Instructions to follow:
I need every line that includes the word "dead" copied from the material.

════════

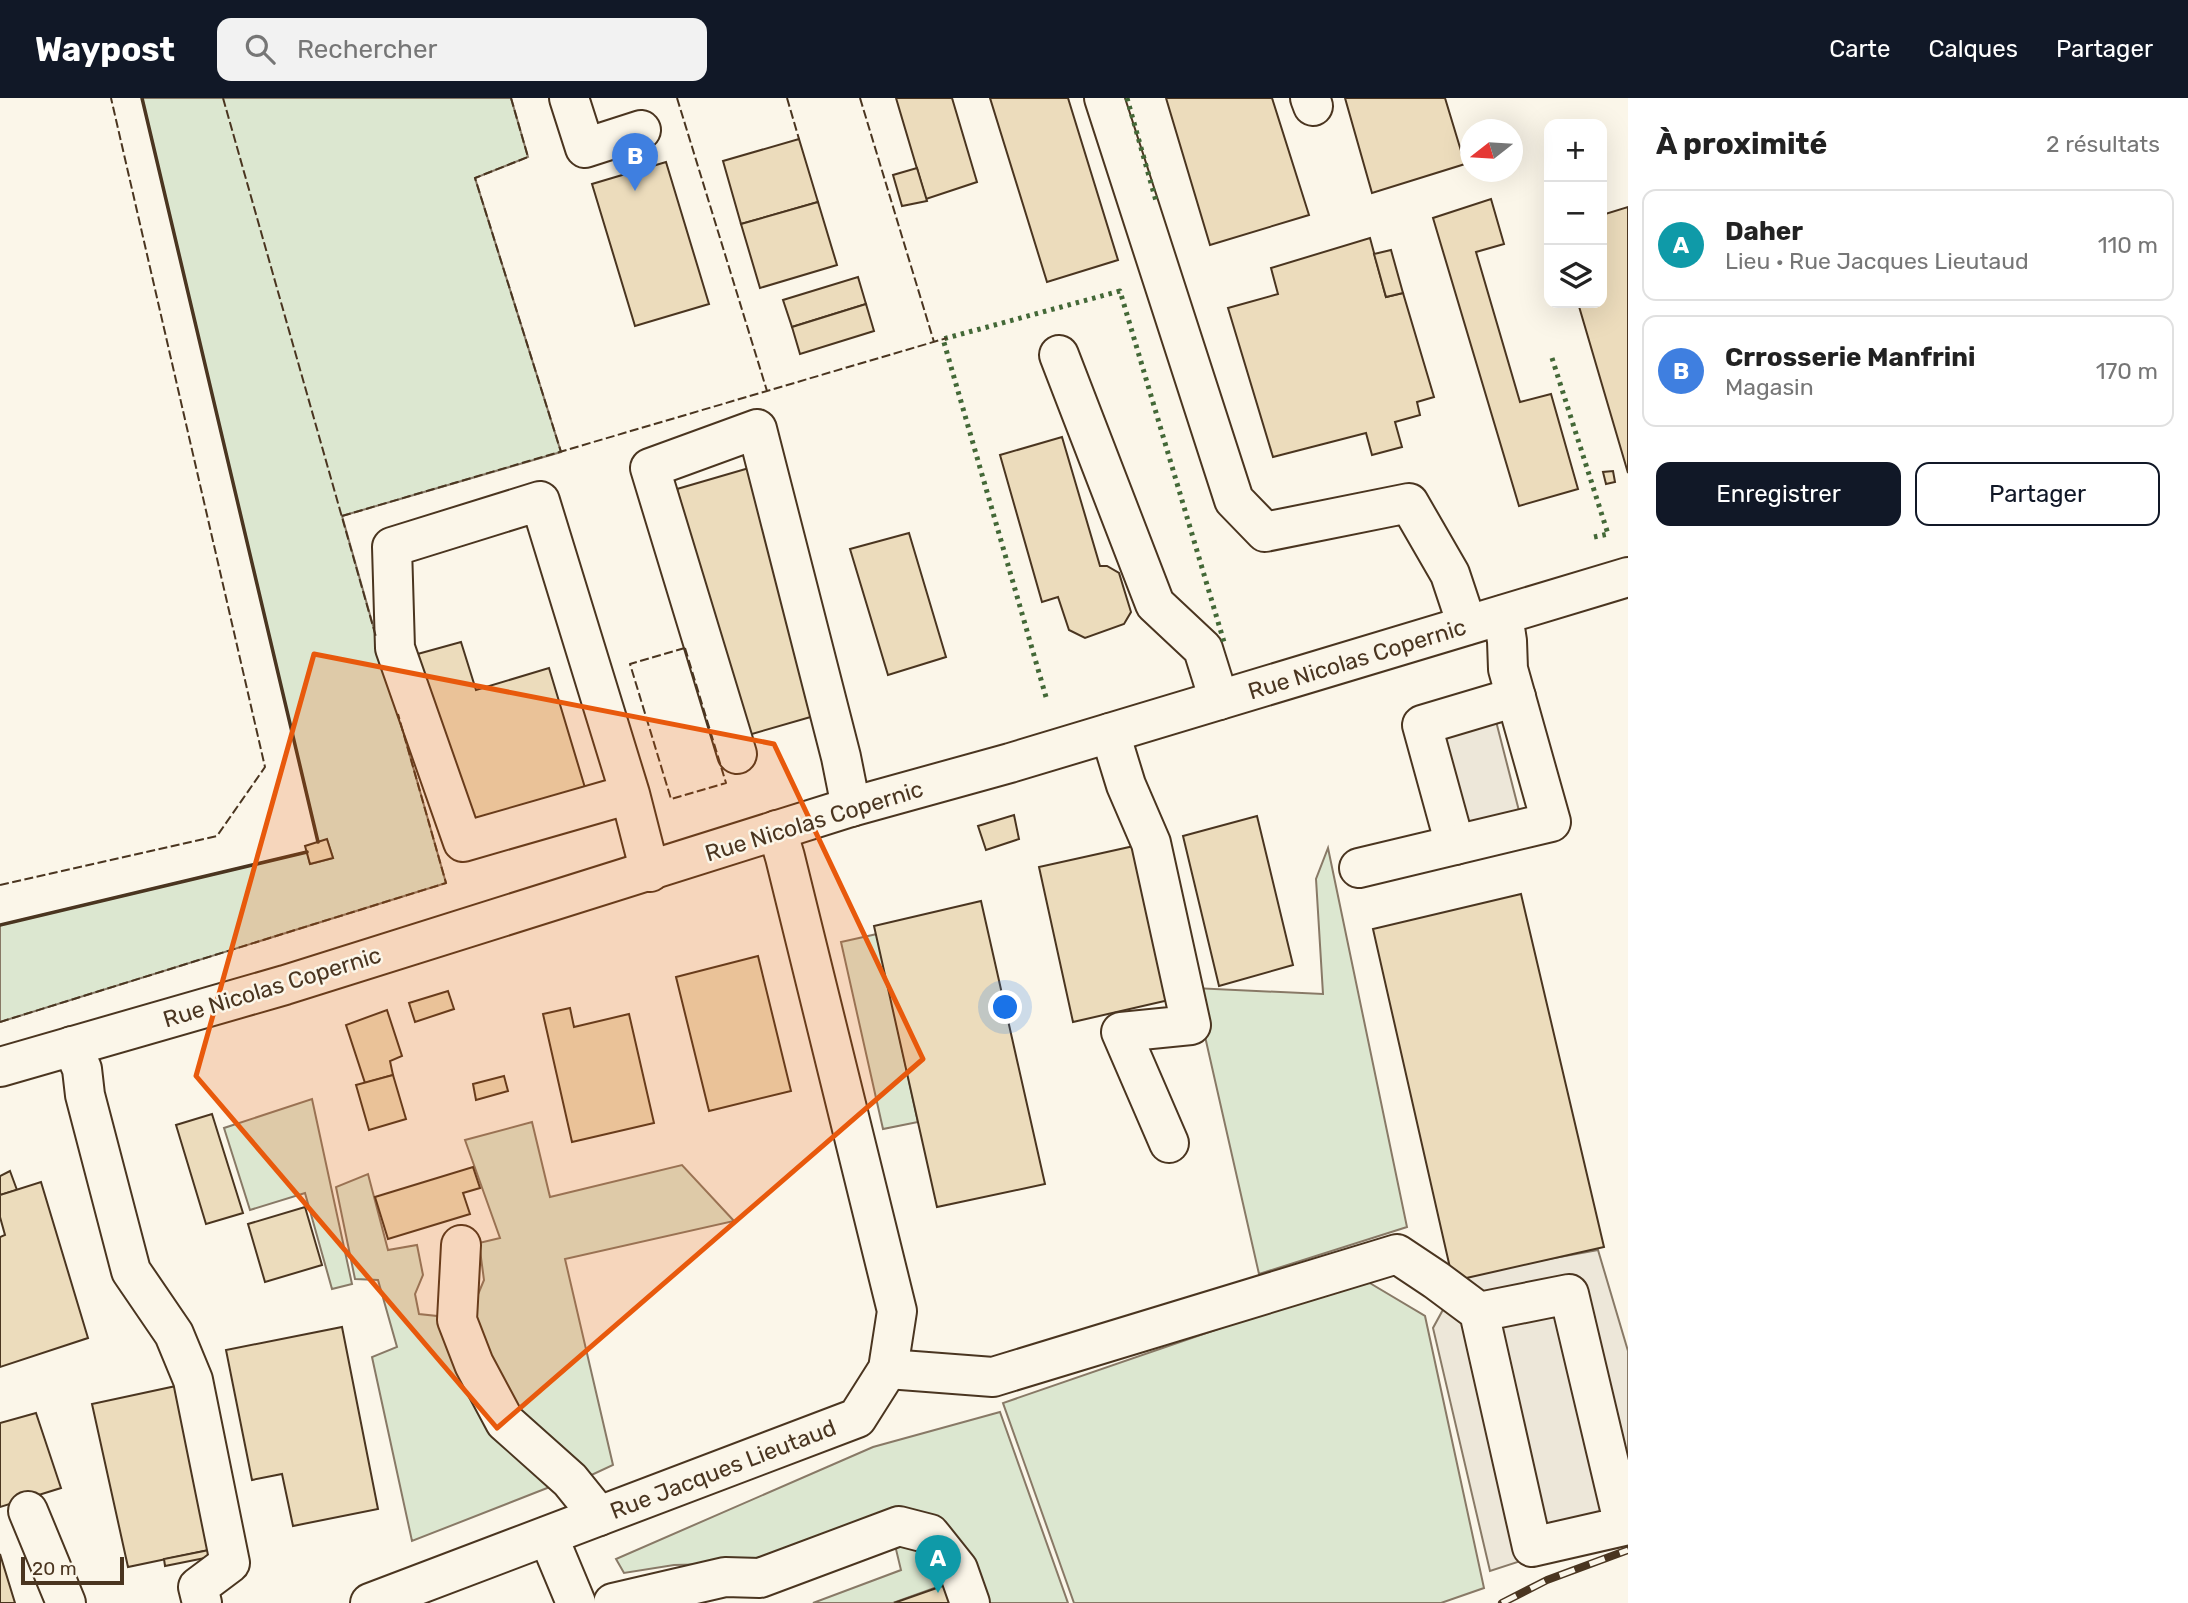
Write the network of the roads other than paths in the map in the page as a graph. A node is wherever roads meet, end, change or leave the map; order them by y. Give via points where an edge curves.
1 (569, 98) edge
2 (1104, 98) edge
3 (641, 130) dead end
4 (1059, 355) dead end
5 (1628, 577) edge
6 (1503, 615) junction
7 (1467, 625) junction
8 (1516, 697) junction
9 (1219, 700) junction
10 (1110, 733) junction
11 (737, 754) dead end
12 (631, 793) junction
13 (851, 807) junction
14 (777, 830) junction
15 (1455, 845) junction
16 (1359, 868) dead end
17 (650, 872) junction
18 (72, 1046) junction
19 (0, 1068) edge
20 (1169, 1143) dead end
21 (461, 1245) dead end
22 (1479, 1312) junction
23 (888, 1369) junction
24 (1623, 1495) edge
25 (28, 1511) dead end
26 (599, 1516) junction
27 (548, 1535) junction
28 (66, 1603) edge
29 (202, 1603) edge
30 (370, 1603) edge
31 (576, 1603) edge
32 (613, 1603) edge
33 (970, 1603) edge

1 - 3 street via 585,148
2 - 7 street via 1234,500 1265,532 1409,503 1450,574
4 - 9 street via 1155,604 1203,649
5 - 6 street, Rue Nicolas Copernic
6 - 7 street, Rue Nicolas Copernic
6 - 8 street via 1508,669
7 - 9 street, Rue Nicolas Copernic
8 - 15 street via 1422,725
8 - 15 street via 1551,822
9 - 10 street, Rue Nicolas Copernic
10 - 13 street, Rue Nicolas Copernic
10 - 20 street via 1151,844 1191,1025 1121,1032
11 - 13 street via 650,468 757,429
12 - 12 street via 540,501 391,547 395,648 463,842
12 - 17 street
13 - 14 street, Rue Nicolas Copernic
14 - 17 street, Rue Nicolas Copernic
14 - 23 street, Rue Jacques Lieutaud via 897,1311
15 - 16 street
17 - 18 street, Rue Nicolas Copernic
18 - 19 street, Rue Nicolas Copernic
18 - 29 street via 82,1069 131,1271 174,1334 193,1380 230,1563 198,1587
21 - 26 street via 457,1321 474,1364 505,1422 570,1480
22 - 23 street via 1397,1254 993,1377
22 - 24 street via 1569,1294
22 - 24 street via 1532,1547 1624,1526
23 - 26 street, Rue Jacques Lieutaud via 857,1418
25 - 28 street
26 - 27 street, Rue Jacques Lieutaud
27 - 30 street, Rue Jacques Lieutaud
27 - 31 street
32 - 33 street via 725,1577 760,1578 899,1526 930,1534 958,1569

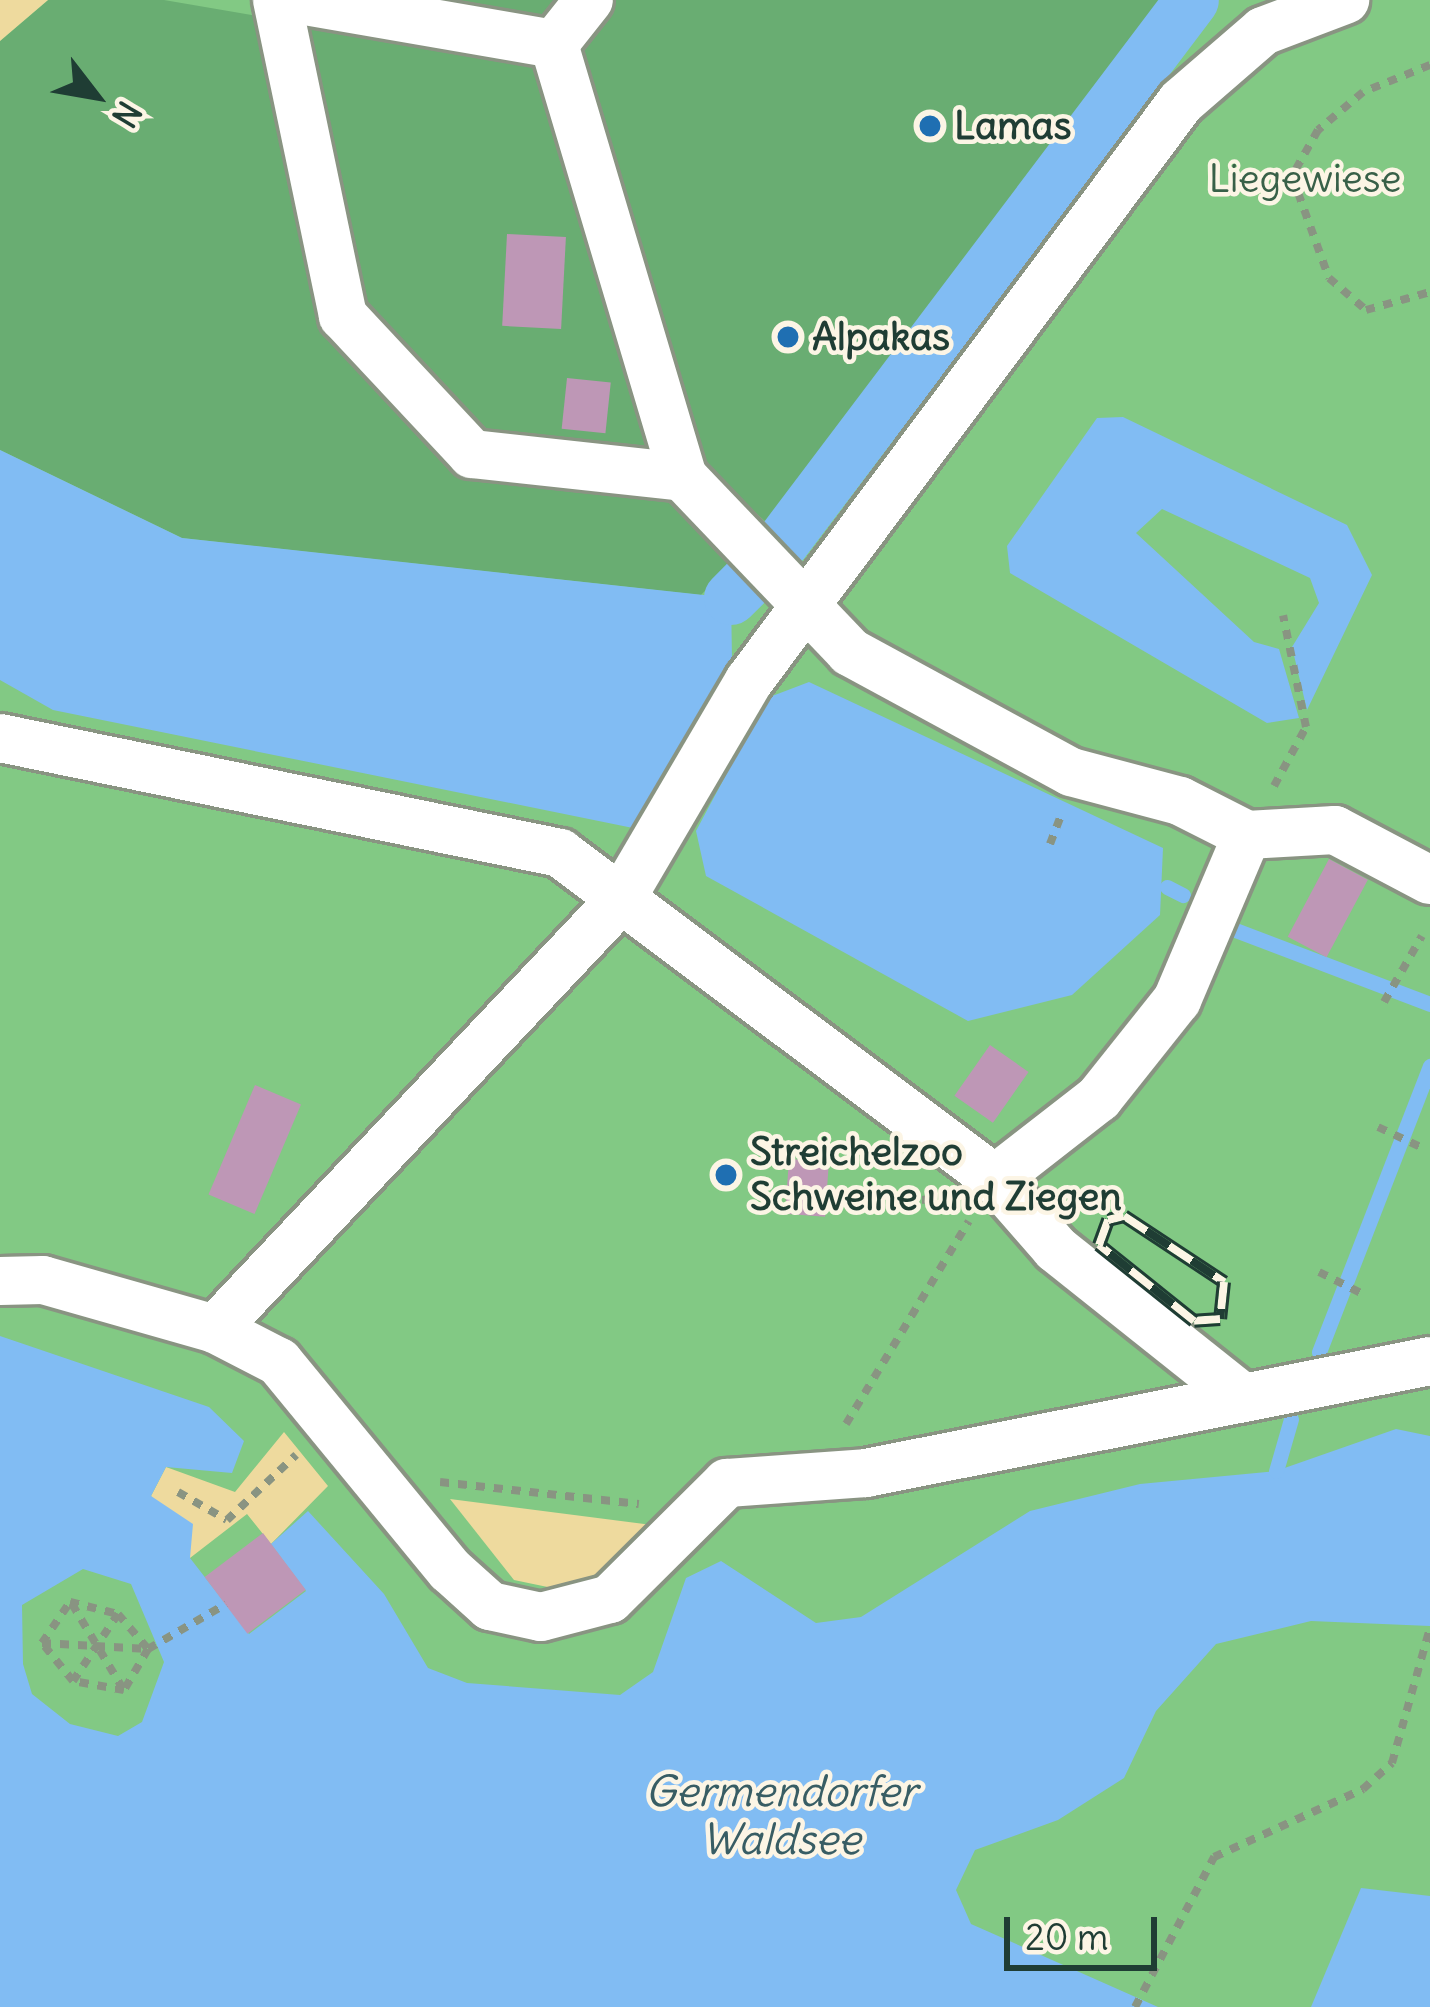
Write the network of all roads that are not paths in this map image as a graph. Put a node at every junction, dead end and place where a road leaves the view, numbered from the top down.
1 (277, 0) edge
2 (299, 0) edge
3 (589, 0) edge
4 (1345, 0) edge
5 (554, 44) junction
6 (683, 477) junction
7 (804, 604) junction
8 (0, 738) edge
9 (1247, 835) junction
10 (1430, 880) edge
11 (621, 899) junction
12 (994, 1179) junction
13 (0, 1281) edge
14 (215, 1329) junction
15 (1430, 1361) edge
16 (1242, 1397) junction

1 - 6 lane
2 - 5 lane
3 - 5 lane
4 - 7 lane
5 - 6 lane
6 - 7 lane
7 - 9 lane
7 - 11 lane
8 - 11 lane
9 - 10 lane
9 - 12 lane
11 - 12 lane
11 - 14 lane
12 - 16 lane
13 - 14 lane
14 - 16 lane
15 - 16 lane

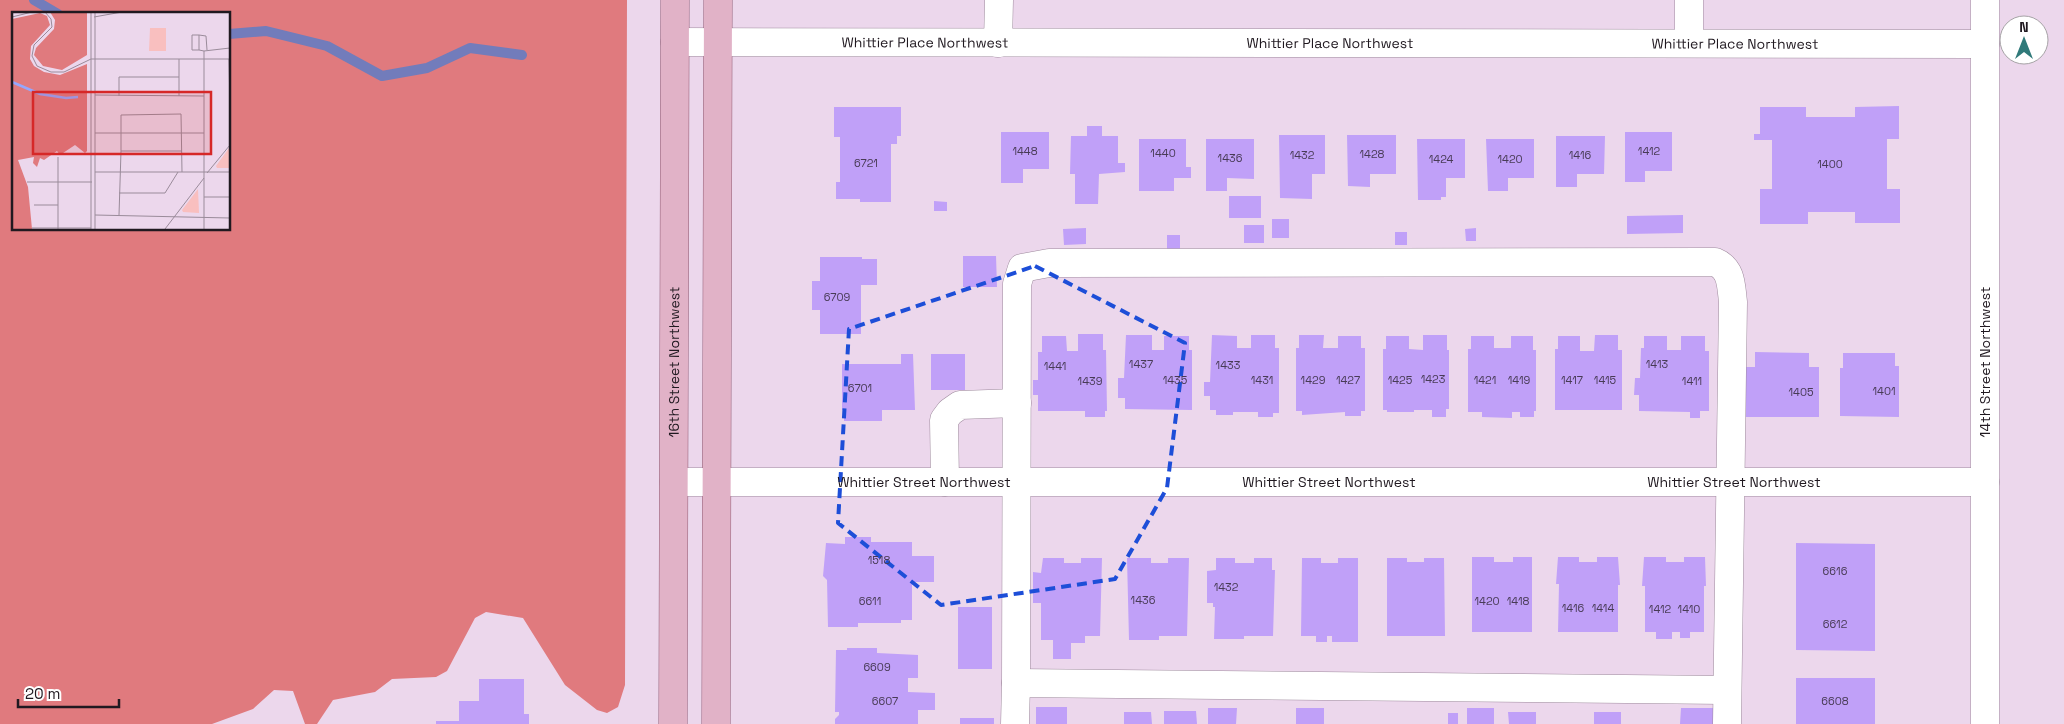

════════

Result:
3 (641, 130) dead end
4 (1059, 355) dead end
11 (737, 754) dead end
16 (1359, 868) dead end
20 (1169, 1143) dead end
21 (461, 1245) dead end
25 (28, 1511) dead end
Write the network of all roads that are not paths in this map image as a graph. Put a node at every junction, dead end and place where a road leaves the view, numbered from the top down.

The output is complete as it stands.